■ Activity: Which lines of the entries contain the word "ring"? Please list them.
** Records to use follows **
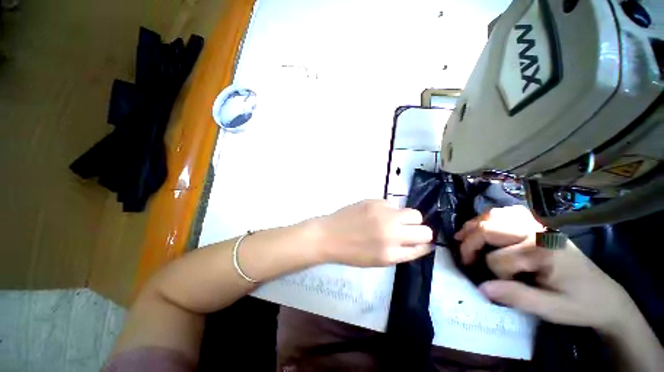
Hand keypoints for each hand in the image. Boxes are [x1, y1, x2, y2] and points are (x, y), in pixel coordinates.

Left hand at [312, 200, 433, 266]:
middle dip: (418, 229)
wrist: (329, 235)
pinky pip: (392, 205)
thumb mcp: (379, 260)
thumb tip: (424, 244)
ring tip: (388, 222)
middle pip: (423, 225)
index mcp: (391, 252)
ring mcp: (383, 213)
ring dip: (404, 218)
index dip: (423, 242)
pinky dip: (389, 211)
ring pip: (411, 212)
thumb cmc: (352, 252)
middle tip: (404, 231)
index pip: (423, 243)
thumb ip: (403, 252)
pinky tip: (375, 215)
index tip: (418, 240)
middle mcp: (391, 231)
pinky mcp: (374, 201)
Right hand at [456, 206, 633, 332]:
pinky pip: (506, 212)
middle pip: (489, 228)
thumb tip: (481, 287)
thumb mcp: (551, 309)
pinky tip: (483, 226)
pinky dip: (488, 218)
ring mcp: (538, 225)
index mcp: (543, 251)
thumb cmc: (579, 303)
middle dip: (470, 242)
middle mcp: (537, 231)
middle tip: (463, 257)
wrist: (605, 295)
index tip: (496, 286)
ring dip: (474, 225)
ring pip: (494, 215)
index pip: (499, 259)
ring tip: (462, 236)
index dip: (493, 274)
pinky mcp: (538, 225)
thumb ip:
** End of Records to use **
■ Response to the exercise:
ring tip: (388, 222)
ring mcp: (383, 213)
ring dip: (404, 218)
ring pip: (411, 212)
ring mcp: (538, 225)
ring dip: (474, 225)
ring pip: (494, 215)
ring tip: (462, 236)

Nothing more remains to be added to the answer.